*** Opening of Source material ***

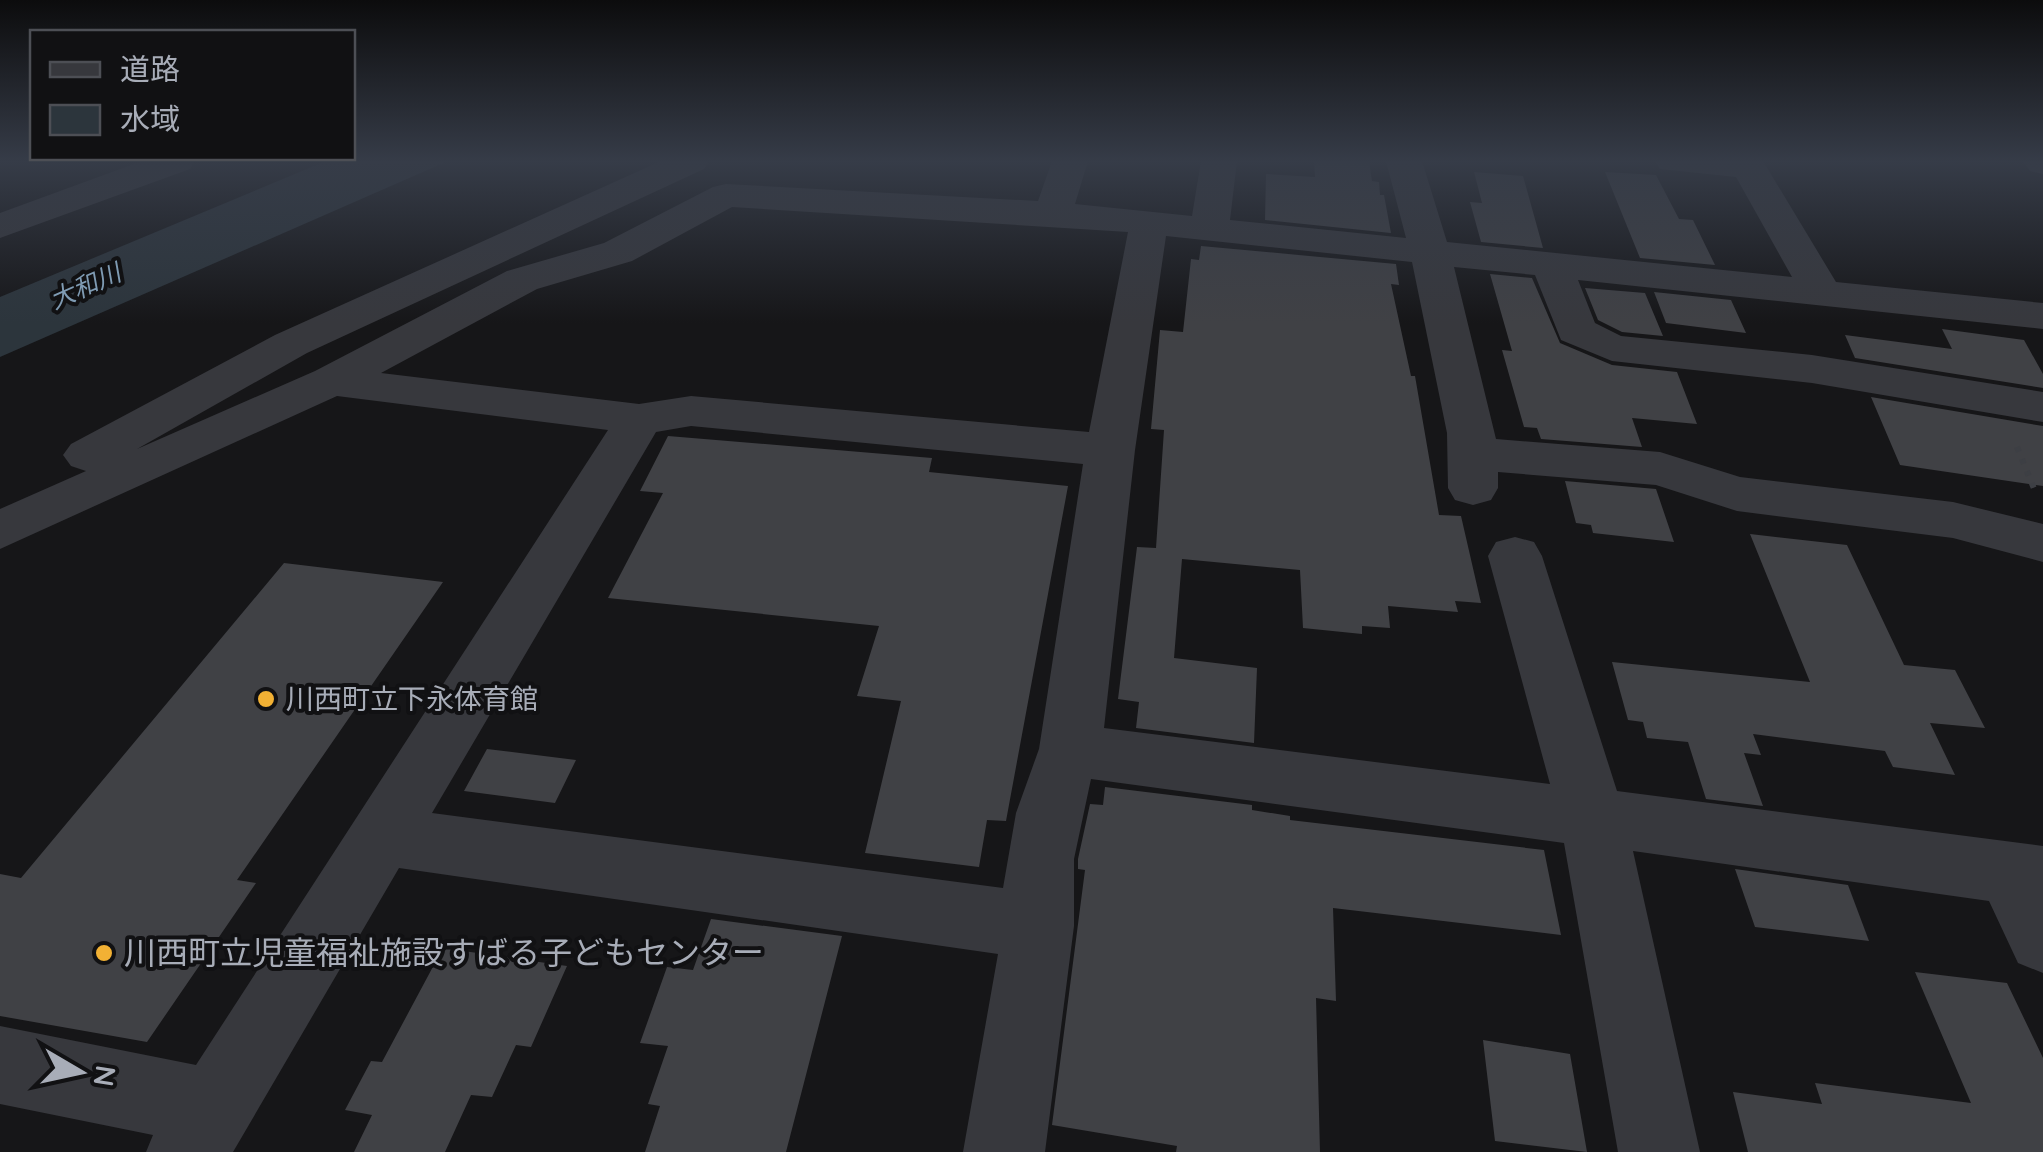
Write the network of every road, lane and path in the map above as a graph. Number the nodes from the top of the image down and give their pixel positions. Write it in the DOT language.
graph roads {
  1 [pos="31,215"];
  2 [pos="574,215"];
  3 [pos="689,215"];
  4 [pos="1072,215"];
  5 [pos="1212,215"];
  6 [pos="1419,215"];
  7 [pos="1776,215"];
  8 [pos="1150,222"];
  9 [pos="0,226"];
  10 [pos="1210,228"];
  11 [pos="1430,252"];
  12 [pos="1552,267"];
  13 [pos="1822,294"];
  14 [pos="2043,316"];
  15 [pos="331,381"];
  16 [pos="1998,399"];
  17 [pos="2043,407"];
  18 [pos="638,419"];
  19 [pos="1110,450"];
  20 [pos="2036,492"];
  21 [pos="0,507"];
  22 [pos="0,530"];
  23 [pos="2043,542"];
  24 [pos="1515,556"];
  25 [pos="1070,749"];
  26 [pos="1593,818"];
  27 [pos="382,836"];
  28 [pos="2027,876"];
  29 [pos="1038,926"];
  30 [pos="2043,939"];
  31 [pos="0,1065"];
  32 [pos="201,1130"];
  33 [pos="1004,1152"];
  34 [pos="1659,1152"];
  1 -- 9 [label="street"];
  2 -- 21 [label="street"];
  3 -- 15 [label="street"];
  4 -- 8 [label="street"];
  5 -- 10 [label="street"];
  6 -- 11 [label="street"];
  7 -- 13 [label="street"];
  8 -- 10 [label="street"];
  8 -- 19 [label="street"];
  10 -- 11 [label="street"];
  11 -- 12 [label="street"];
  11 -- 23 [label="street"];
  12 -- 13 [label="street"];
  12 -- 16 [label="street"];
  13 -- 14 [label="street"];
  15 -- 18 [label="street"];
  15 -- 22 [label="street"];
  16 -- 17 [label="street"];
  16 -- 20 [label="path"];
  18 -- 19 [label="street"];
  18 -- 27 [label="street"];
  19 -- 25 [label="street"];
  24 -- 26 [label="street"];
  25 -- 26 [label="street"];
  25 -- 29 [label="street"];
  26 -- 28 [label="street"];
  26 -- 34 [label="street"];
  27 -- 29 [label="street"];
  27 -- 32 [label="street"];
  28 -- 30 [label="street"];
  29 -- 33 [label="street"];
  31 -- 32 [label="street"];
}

*** Close of Source material ***

### Task brief
Return the listing above in full and unaltered. Keep the pictures out.

### Solution for this task
Write the network of every road, lane and path in the map above as a graph. Number the nodes from the top of the image down and give their pixel positions. Write it in the DOT language.
graph roads {
  1 [pos="31,215"];
  2 [pos="574,215"];
  3 [pos="689,215"];
  4 [pos="1072,215"];
  5 [pos="1212,215"];
  6 [pos="1419,215"];
  7 [pos="1776,215"];
  8 [pos="1150,222"];
  9 [pos="0,226"];
  10 [pos="1210,228"];
  11 [pos="1430,252"];
  12 [pos="1552,267"];
  13 [pos="1822,294"];
  14 [pos="2043,316"];
  15 [pos="331,381"];
  16 [pos="1998,399"];
  17 [pos="2043,407"];
  18 [pos="638,419"];
  19 [pos="1110,450"];
  20 [pos="2036,492"];
  21 [pos="0,507"];
  22 [pos="0,530"];
  23 [pos="2043,542"];
  24 [pos="1515,556"];
  25 [pos="1070,749"];
  26 [pos="1593,818"];
  27 [pos="382,836"];
  28 [pos="2027,876"];
  29 [pos="1038,926"];
  30 [pos="2043,939"];
  31 [pos="0,1065"];
  32 [pos="201,1130"];
  33 [pos="1004,1152"];
  34 [pos="1659,1152"];
  1 -- 9 [label="street"];
  2 -- 21 [label="street"];
  3 -- 15 [label="street"];
  4 -- 8 [label="street"];
  5 -- 10 [label="street"];
  6 -- 11 [label="street"];
  7 -- 13 [label="street"];
  8 -- 10 [label="street"];
  8 -- 19 [label="street"];
  10 -- 11 [label="street"];
  11 -- 12 [label="street"];
  11 -- 23 [label="street"];
  12 -- 13 [label="street"];
  12 -- 16 [label="street"];
  13 -- 14 [label="street"];
  15 -- 18 [label="street"];
  15 -- 22 [label="street"];
  16 -- 17 [label="street"];
  16 -- 20 [label="path"];
  18 -- 19 [label="street"];
  18 -- 27 [label="street"];
  19 -- 25 [label="street"];
  24 -- 26 [label="street"];
  25 -- 26 [label="street"];
  25 -- 29 [label="street"];
  26 -- 28 [label="street"];
  26 -- 34 [label="street"];
  27 -- 29 [label="street"];
  27 -- 32 [label="street"];
  28 -- 30 [label="street"];
  29 -- 33 [label="street"];
  31 -- 32 [label="street"];
}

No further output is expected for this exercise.